Y Kutúzov sonrió como diciendo: "Tiene perfecto derecho a no creerme, y me es lo mismo que me crea o no; pero no tiene motivo alguno para decírmelo, y esto es lo importante".

El general austríaco se mostraba descontento, pero estaba obligado a contestar en el mismo tono.

-Al contrario- rezongó con voz irritada, en evidente contradicción con las lisonjeras palabras que decía, -al contrario; la participación de Su Excelencia en la empresa común es muy apreciada por Su Majestad; pero creemos que la actual lentitud priva a los gloriosos ejércitos rusos y a sus jefes de los laureles que acostumbran recoger en los campos de batalla- concluyó con palabras que, desde luego, traía preparadas.

Kutúzov se inclinó sin cambiar su sonrisa.

-Y yo estoy convencido, basándome en la última carta con que me ha honrado Su Alteza el archiduque Fernando, que las tropas austríacas, al mando de un jefe tan hábil como el general Mack, habrán conseguido ya una victoria decisiva y no tendrán necesidad de nuestra ayuda.
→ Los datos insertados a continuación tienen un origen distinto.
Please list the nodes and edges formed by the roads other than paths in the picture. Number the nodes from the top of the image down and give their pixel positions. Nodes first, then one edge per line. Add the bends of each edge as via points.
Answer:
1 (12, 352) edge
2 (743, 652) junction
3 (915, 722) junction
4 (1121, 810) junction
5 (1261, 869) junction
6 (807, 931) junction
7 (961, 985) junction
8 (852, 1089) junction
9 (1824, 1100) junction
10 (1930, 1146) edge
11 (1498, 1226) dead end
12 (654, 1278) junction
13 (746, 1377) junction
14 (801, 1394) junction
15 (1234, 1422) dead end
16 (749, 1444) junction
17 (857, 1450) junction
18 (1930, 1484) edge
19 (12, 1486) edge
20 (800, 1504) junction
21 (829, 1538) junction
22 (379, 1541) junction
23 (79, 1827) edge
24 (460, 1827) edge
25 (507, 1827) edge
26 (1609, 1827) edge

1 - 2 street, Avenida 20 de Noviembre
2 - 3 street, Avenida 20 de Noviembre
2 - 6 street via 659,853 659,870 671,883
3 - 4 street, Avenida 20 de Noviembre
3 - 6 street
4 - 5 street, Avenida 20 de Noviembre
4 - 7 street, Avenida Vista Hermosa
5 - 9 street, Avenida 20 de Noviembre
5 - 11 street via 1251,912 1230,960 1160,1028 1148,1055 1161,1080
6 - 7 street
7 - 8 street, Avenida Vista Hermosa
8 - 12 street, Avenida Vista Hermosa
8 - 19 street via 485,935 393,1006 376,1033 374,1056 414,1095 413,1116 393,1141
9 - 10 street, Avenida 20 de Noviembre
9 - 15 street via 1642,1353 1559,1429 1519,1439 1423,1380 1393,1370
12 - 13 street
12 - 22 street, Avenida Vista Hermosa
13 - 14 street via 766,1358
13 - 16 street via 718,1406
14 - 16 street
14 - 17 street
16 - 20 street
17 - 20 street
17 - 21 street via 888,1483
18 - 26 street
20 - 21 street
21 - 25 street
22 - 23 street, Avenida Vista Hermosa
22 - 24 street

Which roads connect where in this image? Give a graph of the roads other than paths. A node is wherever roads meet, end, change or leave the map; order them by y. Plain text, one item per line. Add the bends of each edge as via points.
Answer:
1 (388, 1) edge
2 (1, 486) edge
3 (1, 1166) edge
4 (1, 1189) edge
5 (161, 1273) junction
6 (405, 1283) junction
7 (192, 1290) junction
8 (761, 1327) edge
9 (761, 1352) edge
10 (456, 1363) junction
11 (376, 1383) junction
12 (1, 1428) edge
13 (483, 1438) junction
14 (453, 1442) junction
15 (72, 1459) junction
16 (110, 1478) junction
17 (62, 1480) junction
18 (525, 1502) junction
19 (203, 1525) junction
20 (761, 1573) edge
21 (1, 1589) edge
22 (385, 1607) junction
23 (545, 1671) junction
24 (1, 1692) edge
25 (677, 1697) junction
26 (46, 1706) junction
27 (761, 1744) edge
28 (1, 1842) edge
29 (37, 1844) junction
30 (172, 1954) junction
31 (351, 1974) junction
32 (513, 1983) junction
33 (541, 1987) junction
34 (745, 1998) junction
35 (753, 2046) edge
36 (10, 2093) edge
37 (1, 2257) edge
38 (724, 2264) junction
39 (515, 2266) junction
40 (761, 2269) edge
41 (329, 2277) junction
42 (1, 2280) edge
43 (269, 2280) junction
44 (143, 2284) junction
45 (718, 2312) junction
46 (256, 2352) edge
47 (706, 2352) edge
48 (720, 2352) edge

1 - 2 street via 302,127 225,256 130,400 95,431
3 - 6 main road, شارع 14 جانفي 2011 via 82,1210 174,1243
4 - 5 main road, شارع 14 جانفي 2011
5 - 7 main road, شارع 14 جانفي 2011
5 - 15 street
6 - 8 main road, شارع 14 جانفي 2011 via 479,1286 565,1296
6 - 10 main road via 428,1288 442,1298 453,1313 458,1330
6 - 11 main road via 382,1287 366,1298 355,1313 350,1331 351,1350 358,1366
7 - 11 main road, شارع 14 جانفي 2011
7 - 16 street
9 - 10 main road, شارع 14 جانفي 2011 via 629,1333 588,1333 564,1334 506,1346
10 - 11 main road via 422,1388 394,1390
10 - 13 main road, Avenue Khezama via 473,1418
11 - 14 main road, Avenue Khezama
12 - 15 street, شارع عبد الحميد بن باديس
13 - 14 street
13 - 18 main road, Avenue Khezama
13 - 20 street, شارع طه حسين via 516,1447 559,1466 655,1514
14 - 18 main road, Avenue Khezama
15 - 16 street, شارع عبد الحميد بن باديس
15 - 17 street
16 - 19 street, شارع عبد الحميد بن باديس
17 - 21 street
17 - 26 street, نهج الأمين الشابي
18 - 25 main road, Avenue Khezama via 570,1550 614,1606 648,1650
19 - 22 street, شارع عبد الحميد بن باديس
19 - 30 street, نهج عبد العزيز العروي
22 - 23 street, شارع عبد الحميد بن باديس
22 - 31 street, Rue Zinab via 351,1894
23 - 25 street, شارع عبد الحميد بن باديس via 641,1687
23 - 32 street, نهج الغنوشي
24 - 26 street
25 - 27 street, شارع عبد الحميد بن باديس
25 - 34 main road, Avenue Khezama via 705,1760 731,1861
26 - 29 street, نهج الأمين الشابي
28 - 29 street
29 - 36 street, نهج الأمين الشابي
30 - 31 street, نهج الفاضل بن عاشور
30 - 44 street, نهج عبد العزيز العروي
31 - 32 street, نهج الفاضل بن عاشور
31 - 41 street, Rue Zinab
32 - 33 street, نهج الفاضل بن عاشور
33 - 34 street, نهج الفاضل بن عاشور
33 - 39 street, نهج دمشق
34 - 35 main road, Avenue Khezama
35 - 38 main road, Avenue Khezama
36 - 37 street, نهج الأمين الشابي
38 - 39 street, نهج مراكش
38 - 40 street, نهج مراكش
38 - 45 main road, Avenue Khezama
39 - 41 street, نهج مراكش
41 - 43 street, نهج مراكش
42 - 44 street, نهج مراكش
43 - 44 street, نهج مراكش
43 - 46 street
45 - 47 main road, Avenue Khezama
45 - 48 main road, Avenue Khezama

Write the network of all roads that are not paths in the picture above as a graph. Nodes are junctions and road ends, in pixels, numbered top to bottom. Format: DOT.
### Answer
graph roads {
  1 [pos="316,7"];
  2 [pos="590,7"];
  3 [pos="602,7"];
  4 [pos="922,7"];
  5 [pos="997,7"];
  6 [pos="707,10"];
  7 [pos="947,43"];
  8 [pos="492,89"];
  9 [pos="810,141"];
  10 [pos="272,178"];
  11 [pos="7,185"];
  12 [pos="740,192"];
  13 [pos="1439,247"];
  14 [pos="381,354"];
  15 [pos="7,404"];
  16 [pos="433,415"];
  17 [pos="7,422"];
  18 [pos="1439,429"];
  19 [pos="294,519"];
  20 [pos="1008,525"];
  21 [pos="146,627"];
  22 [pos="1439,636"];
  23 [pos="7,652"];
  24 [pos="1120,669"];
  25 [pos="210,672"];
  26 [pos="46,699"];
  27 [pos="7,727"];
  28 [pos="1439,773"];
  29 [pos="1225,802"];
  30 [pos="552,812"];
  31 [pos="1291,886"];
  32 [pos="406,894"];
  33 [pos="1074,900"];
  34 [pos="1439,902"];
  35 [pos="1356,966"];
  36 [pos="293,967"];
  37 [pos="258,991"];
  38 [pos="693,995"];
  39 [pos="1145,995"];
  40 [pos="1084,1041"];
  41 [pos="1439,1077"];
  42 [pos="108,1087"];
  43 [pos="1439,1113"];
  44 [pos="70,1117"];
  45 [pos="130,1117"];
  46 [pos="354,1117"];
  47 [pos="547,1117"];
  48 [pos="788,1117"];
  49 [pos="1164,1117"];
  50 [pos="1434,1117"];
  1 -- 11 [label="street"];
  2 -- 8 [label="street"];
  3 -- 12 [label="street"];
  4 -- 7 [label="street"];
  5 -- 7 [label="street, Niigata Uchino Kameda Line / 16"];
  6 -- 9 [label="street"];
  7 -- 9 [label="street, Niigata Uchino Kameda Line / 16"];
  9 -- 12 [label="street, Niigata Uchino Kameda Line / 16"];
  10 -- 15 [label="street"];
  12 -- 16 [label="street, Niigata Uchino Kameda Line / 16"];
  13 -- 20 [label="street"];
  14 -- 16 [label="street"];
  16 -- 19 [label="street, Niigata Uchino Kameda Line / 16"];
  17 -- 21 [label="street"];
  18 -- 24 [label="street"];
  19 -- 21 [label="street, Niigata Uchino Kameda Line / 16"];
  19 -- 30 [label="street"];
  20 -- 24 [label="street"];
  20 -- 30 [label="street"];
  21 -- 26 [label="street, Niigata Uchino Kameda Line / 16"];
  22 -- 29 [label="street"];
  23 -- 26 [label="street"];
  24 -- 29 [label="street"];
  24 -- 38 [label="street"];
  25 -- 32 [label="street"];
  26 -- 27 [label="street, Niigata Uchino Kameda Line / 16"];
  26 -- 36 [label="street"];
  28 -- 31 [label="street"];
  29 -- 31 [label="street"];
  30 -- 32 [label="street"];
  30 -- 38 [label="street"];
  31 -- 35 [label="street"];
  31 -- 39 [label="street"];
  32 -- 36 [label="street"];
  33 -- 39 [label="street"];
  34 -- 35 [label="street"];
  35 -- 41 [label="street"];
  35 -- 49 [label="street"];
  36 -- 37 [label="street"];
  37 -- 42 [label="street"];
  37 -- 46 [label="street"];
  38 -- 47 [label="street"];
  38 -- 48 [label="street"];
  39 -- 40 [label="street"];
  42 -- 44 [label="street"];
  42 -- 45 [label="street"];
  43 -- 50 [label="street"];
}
El general frunció el ceño. Aunque no se tenían noticias ciertas sobre la derrota de los austríacos, demasiadas circunstancias confirmaban las voces pesimistas que corrían; así, la alusión de Kutúzov a la victoria de los austríacos se parecía más bien a una burla. Pero Kutúzov sonreía apaciblemente, siempre con idéntica expresión, manifestando su irrefutable derecho a presuponerlo. En realidad, la última carta recibida del ejército de Mack anunciaba la victoria y hacía mención de la favorable posición estratégica del ejército.

-Dame esta carta- dijo Kutúzov al príncipe Andréi. -Ahí la tiene; puede leerla- y Kutúzov, con una burlona sonrisa en la comisura de los labios, leyó en alemán al general austríaco el siguiente fragmento de la carta del archiduque Fernando:


Todas nuestras fuerzas, en número de casi 70.000 hombres, han sido concentradas de manera que podamos atacar y destruir al enemigo en caso de que atraviese el Lech. Como además hemos ocupado Ulm, podemos conservar la ventaja de dominar las dos orillas del Danubio y, si no cruza el Lech, pasar el Danubio, lanzarnos sobre sus líneas de comunicación, volver a atravesar más abajo el Danubio y, si el enemigo intentase volver sus fuerzas contra nuestros aliados, impedir sus propósitos. Esperamos, pues, animosamente a que el ejército imperial ruso termine de prepararse y luego hallaremos juntos fácilmente la posibilidad de deparar al enemigo la suerte que se merece.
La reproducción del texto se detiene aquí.